21 January 2011 - 04:21 PM

Damned new design, wrote a nicer post and hit the wrong button... So here's my main points:

touch_the_sky hit it pretty well, but don't update statuses like that. Player hits 'Create Building', create a DB entry with 'building_complete_time', and use that. You don't have to touch the entry again for maintenance purposes: queries like 'GET player_X_buildings WHERE completed_time > NOW' gets you incompletes, queries like 'GET player_Y_buildings WHERE completed_time < NOW' gets you all active/complete buildings. Calculate remaining time with completed_time - NOW. No issues here with long no login times, no extra DB queries/updates, almost no time/date functions (or, hell, math! just addition/subtraction) if you use *nix timestamps.

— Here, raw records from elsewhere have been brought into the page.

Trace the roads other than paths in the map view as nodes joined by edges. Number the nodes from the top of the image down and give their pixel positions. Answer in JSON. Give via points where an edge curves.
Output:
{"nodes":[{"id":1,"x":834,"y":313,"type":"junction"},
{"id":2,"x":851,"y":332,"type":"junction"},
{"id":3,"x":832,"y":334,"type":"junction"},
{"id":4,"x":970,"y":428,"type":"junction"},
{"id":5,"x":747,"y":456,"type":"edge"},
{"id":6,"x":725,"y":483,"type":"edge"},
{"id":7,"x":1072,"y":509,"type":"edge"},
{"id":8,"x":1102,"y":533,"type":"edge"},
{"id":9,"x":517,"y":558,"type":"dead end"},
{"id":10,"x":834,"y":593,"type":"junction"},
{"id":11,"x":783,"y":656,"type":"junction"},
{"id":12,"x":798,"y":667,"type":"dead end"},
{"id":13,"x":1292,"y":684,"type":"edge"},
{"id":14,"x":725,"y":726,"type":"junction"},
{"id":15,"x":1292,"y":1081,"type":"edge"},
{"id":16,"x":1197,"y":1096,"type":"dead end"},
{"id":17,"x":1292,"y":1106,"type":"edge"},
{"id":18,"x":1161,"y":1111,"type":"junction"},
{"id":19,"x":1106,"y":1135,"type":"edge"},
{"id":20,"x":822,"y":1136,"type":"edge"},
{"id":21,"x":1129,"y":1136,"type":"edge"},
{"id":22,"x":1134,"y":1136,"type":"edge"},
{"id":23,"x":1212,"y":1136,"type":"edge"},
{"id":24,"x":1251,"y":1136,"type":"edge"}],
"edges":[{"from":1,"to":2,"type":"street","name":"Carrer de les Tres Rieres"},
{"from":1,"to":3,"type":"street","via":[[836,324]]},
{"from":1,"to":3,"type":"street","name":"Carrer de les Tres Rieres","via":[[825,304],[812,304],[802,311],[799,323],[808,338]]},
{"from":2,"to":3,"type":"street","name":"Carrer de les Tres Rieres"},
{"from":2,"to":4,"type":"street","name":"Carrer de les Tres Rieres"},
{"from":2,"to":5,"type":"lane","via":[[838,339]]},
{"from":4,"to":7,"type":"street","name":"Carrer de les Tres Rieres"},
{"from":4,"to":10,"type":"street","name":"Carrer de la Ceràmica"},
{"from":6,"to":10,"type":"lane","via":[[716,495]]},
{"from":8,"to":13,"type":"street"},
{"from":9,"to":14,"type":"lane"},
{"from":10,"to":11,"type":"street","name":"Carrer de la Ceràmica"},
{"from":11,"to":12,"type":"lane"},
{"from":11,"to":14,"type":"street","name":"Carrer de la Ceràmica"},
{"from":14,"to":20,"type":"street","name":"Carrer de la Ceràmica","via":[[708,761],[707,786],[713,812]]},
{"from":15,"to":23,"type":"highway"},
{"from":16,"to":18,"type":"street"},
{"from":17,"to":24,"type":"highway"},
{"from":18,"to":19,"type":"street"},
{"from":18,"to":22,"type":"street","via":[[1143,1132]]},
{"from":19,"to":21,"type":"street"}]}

CygnusX has a point on realtime gold/energy/people/etc from buildings. Buildings producing goods is a simple compounding interest problem you can best solve by putting in a once-a-day/login/whatever time for those benefits to be gained (or cron, if you're so inclined, especially if you need to run other external maintenance/cleanup that way). If you HAVE to have those gains in realtime, your best bet is probably a separate process/DB to maintain everything separate from the game load, but that's still going to be slightly off and hard to maintain. You're basically running/writing banking software and/or stock markets at that point, and while it's not impossibly hard, it's probably more of a headache than you really want (unless you're that kind of math geek! :-P)

Just think in terms of data for now. Many large games (even running in realtime almost identically to what's described above) end up using regularly scheduled cronjobs and such but it's often a byproduct of load balancing or maintenance (meaning account security, checking for h4ckz, pruning old data, etc). Since those tasks end up getting optimized to hell and back and have to touch every account anyway, some things can be put in there to get a net gain (slower scheduled task, faster per user) in performance. None of that should matter at 1000 (or even 10000, sometimes even 100000 depending on DB size and host) users, though. Splitting any turn-based game (meaning you do X tasks over Y time) into chunks crunchable by an optimized cronjob is typically preferable, though, as it's a few minutes of server strain versus a constant moderate load (visible in page loading).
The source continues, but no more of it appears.